We describe an innovative remote bio-magnetic activation technique (MICA) which can be used to control the behaviour of MSCs in clinical stem cell-based therapies. Using an early stage pre-clinical ovine model, we show that targeted activation of the TREK-1 ion channel, present in oMSCs, can lead to initial enhanced repair in donor-matched controls. Evidence of early elevated new bone formation and increased bone outgrowth across the defect were observed in MICA-treated defects. Assessment of individual sheep, using internal controls to eliminate variations in the base-line levels of repair between sheep and donor stem cell behaviour, allowed for assessment of the early effects of MICA on defect repair and demonstrated a correlation in ‘good’ and ‘poor’ responders between in vitro and in vivo studies.

In recent years, MSCs have emerged as appealing therapeutic agents in the development of skeletal stem cell-based therapies and have demonstrated remarkable clinical potential. A limitation with using MSCs in clinical scenarios is the availability and expansion of these cells to therapeutic numbers. Typically, less than 0.001% of the bone marrow’s cell population are characterised as MSCs, therefore, efforts to enrich the proportion of MSCs are under development. STRO-1 is a well-regarded cell surface antigen used in the characterisation of human MSC populations.20 Oreffo and colleagues have shown that by selecting with STRO-1, it is possible to enrich the MSC population during cell isolation.21 Further to this, Zannettino and coworkers22 have developed and characterised an analogous ovine marker, STRO-4, demonstrating efficient enrichment of oMSCs and for this reason implemented in the current study.
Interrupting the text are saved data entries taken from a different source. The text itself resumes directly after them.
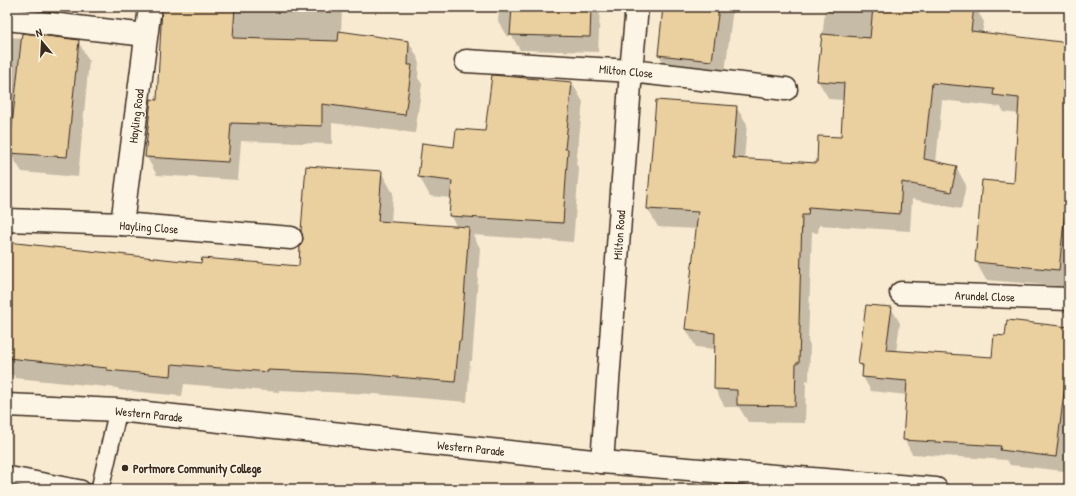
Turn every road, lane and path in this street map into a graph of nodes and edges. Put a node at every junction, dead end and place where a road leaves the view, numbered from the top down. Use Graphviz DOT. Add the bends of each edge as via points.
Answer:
graph roads {
  1 [pos="150,7"];
  2 [pos="637,7"];
  3 [pos="7,19"];
  4 [pos="146,35"];
  5 [pos="466,61"];
  6 [pos="631,71"];
  7 [pos="786,89"];
  8 [pos="7,220"];
  9 [pos="122,224"];
  10 [pos="291,238"];
  11 [pos="901,293"];
  12 [pos="1069,299"];
  13 [pos="7,405"];
  14 [pos="118,410"];
  15 [pos="602,462"];
  16 [pos="7,475"];
  17 [pos="81,489"];
  18 [pos="100,489"];
  19 [pos="936,489"];
  1 -- 4 [label="street, Hayling Road"];
  2 -- 6 [label="street, Milton Road"];
  3 -- 4 [label="street"];
  4 -- 9 [label="street, Hayling Road"];
  5 -- 6 [label="street, Milton Close"];
  6 -- 7 [label="street, Milton Close"];
  6 -- 15 [label="street, Milton Road"];
  8 -- 9 [label="street, Hayling Close"];
  9 -- 10 [label="street, Hayling Close"];
  11 -- 12 [label="street, Arundel Close"];
  13 -- 14 [label="street, Western Parade"];
  14 -- 15 [label="street, Western Parade"];
  14 -- 18 [label="lane"];
  15 -- 19 [label="street, Western Parade"];
  16 -- 17 [label="lane"];
}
Despite advances, the active control of stem cell behaviour remains a challenge once implanted in the body. Biomechanical forces are important stimuli for influencing stem cell behaviour and are known to have a profound effect on bone repair.23,24 Evidence of this is presented in the early work of Lanyon and colleagues, where it was shown that mechanical loading above a critical threshold resulted in significant new bone formation in a rat model.25 This has been further validated in a number of small and large animal models to better understand the mechanisms of adaptation to mechanical loading in bone.26 Despite our understanding of how mechanics affect tissue remodelling and repair, clinical translation of mechanical stimuli has not been fully achieved in vivo at a cellular level. As such, implanted therapeutic cells lack the crucial mechanical stimuli required to direct repair in a physiological manner.27 This is largely attributed either to the limited translational potential of in vitro mechanical conditioning systems, concerns of direct mechanical loading causing further damage to the injured bone or scaffold stress shielding. Furthermore, recent data has shown that mechanical pre-conditioning of cell-seeded constructs prior to implantation may result in less integration and remodelling in the repair site.28 MICA addresses this challenge by non-invasively applying pico-newton forces directly to implanted MNP-labelled cells from outside the body using an external magnetic array, thereby activating mechanotransduction pathways. Furthermore, we demonstrate in this study for the first time that we can control stem cell behaviour remotely through mechanical forces in a pre-clinical animal model.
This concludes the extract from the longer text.